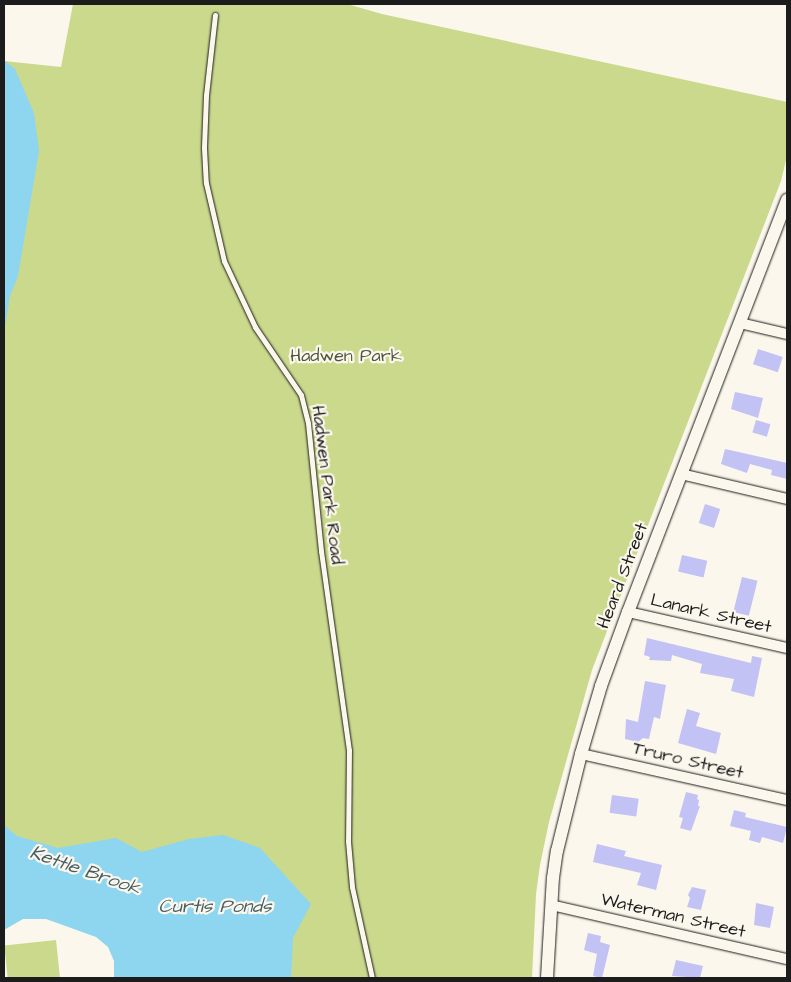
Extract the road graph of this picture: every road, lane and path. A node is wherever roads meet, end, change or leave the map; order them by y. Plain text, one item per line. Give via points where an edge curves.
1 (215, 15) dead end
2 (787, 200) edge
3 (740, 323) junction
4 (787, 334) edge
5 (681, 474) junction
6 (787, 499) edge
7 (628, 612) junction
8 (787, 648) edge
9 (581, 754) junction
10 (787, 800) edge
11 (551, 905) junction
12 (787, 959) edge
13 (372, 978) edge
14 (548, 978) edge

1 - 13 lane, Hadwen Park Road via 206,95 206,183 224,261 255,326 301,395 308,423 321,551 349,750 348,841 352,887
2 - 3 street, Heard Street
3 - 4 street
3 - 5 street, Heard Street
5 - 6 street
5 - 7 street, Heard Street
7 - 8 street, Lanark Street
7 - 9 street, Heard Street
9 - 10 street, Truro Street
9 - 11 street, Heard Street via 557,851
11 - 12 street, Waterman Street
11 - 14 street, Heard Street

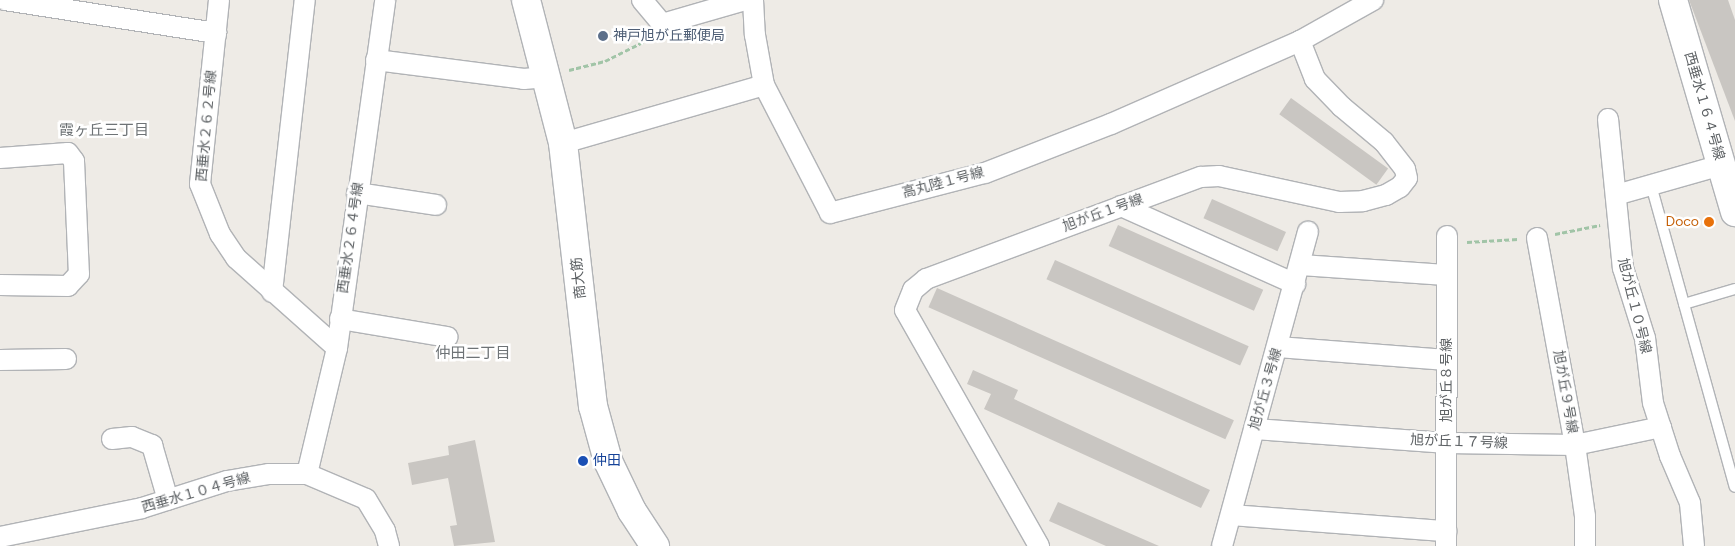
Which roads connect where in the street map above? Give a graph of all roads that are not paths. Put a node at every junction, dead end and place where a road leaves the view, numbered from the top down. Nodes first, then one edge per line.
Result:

-------

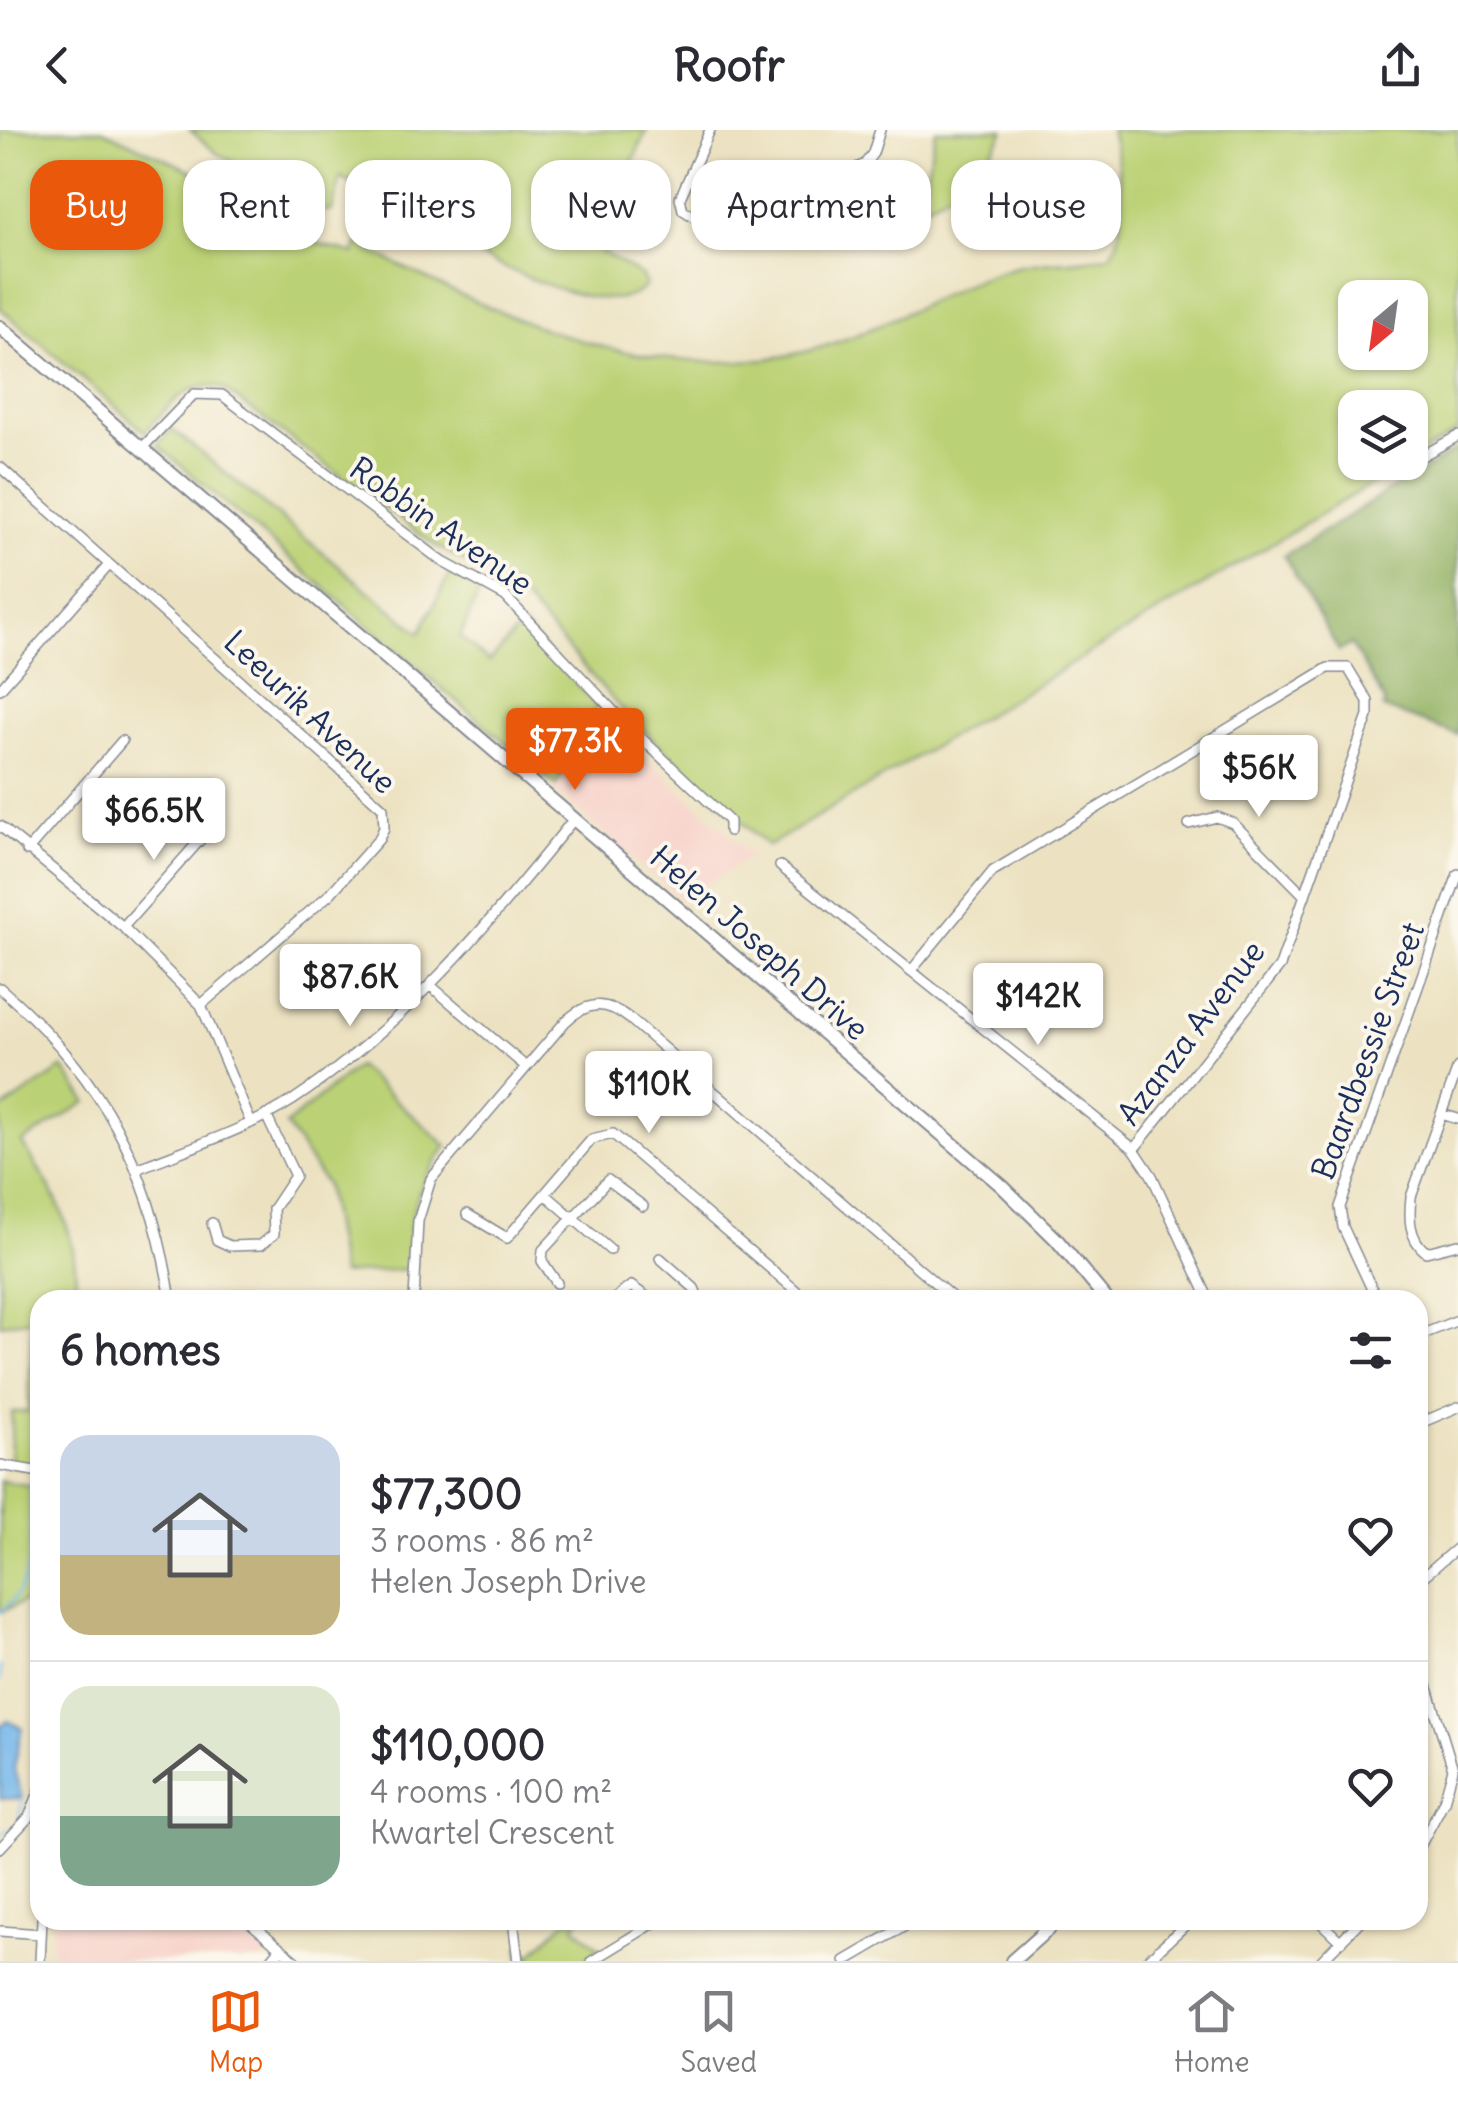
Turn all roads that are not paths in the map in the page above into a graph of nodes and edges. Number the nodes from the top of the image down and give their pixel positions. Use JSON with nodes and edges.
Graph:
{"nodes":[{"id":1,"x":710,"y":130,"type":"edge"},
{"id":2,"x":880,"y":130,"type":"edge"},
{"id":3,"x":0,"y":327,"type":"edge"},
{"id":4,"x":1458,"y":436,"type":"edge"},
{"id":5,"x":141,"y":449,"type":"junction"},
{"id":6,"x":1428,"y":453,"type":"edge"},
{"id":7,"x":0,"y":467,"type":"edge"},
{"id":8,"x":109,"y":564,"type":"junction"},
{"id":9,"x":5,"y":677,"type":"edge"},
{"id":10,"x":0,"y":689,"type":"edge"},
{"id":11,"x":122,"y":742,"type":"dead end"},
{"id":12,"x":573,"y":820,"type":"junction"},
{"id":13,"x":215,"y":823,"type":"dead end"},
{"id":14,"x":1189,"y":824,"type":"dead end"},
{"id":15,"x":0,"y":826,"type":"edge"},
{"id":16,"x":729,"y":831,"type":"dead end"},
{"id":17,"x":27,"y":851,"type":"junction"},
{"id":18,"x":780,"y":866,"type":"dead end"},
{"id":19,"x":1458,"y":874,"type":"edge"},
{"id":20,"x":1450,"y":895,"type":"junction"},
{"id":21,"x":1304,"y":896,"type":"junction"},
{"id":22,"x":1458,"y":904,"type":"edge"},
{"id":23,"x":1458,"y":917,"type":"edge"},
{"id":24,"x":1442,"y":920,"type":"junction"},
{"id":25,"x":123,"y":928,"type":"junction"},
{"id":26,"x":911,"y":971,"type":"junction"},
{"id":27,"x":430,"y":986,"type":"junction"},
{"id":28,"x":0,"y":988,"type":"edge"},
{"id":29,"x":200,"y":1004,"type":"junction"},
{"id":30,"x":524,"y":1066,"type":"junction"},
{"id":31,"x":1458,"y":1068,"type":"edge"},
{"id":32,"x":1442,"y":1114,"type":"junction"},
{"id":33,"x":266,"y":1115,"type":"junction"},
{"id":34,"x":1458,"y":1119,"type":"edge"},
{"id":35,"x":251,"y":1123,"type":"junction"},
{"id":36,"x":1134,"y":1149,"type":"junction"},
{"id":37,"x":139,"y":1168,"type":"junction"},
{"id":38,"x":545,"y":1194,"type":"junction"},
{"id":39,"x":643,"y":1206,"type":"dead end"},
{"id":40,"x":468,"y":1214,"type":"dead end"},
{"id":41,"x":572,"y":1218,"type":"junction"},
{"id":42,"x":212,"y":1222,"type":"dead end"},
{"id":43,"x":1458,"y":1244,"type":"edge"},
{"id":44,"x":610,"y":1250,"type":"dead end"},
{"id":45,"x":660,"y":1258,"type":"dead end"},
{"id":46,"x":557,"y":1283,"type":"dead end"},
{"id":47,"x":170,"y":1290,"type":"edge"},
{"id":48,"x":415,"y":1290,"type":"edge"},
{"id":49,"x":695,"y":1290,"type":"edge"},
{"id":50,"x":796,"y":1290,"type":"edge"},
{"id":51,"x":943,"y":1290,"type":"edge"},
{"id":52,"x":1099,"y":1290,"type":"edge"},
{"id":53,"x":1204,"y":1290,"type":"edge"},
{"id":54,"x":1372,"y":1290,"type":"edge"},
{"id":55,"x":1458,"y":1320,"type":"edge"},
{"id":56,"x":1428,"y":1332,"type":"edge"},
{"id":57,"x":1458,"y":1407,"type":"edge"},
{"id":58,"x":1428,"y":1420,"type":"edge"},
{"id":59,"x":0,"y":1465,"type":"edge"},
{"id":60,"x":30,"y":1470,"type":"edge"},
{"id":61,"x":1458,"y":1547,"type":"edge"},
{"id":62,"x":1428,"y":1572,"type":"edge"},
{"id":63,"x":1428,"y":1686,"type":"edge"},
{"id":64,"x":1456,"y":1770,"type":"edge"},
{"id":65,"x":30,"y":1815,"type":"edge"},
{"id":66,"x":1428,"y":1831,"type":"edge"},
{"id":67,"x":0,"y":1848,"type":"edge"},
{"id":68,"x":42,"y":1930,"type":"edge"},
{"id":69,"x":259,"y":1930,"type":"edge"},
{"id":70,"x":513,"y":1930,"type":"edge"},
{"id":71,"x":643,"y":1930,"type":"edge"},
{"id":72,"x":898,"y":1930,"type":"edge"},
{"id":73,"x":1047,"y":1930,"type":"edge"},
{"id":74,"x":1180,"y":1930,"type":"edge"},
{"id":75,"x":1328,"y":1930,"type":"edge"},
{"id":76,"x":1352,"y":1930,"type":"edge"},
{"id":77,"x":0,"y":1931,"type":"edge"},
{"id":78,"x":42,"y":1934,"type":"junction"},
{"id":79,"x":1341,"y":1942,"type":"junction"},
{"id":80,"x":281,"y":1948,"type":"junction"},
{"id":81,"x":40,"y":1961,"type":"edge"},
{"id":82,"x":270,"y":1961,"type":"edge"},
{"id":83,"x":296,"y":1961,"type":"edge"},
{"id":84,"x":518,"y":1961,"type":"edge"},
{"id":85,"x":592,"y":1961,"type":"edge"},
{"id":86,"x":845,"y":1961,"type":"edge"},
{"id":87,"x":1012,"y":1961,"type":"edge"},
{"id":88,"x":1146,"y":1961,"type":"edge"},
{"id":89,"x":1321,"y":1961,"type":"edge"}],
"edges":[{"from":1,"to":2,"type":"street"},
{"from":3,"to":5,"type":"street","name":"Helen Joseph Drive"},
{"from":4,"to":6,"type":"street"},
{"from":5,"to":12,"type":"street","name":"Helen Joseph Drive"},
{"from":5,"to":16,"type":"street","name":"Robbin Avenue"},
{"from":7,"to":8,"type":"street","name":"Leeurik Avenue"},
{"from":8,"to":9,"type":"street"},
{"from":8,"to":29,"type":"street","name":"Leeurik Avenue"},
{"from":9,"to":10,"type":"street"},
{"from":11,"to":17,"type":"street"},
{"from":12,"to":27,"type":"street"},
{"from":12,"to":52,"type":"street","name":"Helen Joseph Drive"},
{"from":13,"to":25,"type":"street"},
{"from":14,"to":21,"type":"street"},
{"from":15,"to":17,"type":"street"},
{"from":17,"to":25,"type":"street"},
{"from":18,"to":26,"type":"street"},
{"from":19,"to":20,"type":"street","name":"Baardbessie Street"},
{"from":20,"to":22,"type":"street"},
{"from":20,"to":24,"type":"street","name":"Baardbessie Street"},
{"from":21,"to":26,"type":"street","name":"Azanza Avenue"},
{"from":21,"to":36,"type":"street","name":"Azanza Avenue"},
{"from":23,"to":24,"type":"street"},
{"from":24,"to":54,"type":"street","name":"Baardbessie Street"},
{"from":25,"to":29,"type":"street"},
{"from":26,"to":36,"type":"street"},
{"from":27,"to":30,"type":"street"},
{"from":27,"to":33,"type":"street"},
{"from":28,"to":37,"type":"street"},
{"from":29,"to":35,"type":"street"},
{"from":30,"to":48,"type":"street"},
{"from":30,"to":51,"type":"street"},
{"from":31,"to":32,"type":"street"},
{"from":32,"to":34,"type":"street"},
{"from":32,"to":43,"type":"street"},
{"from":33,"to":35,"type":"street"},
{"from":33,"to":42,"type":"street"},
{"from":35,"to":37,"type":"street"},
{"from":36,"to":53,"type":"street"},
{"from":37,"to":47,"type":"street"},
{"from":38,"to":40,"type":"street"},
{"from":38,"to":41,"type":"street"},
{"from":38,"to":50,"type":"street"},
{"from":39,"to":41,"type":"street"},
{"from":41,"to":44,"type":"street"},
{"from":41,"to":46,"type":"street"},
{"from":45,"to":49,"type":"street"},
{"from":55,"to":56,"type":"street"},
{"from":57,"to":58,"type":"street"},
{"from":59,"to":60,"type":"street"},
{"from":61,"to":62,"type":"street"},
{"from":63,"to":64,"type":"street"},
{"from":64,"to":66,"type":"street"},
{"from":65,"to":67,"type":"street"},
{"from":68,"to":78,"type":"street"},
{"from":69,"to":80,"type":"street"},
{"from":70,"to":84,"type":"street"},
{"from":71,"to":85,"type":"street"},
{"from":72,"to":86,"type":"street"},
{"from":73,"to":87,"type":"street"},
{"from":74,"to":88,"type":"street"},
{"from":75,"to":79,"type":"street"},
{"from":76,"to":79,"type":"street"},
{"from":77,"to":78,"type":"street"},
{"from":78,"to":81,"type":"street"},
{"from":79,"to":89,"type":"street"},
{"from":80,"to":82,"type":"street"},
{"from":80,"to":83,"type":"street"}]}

-------

The word "down" appears in some lines above. Return every one of those lines.

* [EXPECTED ANSWER]
Which roads connect where in the street map above? Give a graph of all roads that are not paths. Put a node at every junction, dead end and place where a road leaves the view, numbered from the top down. Nodes first, then one edge per line.
Turn all roads that are not paths in the map in the page above into a graph of nodes and edges. Number the nodes from the top of the image down and give their pixel positions. Use JSON with nodes and edges.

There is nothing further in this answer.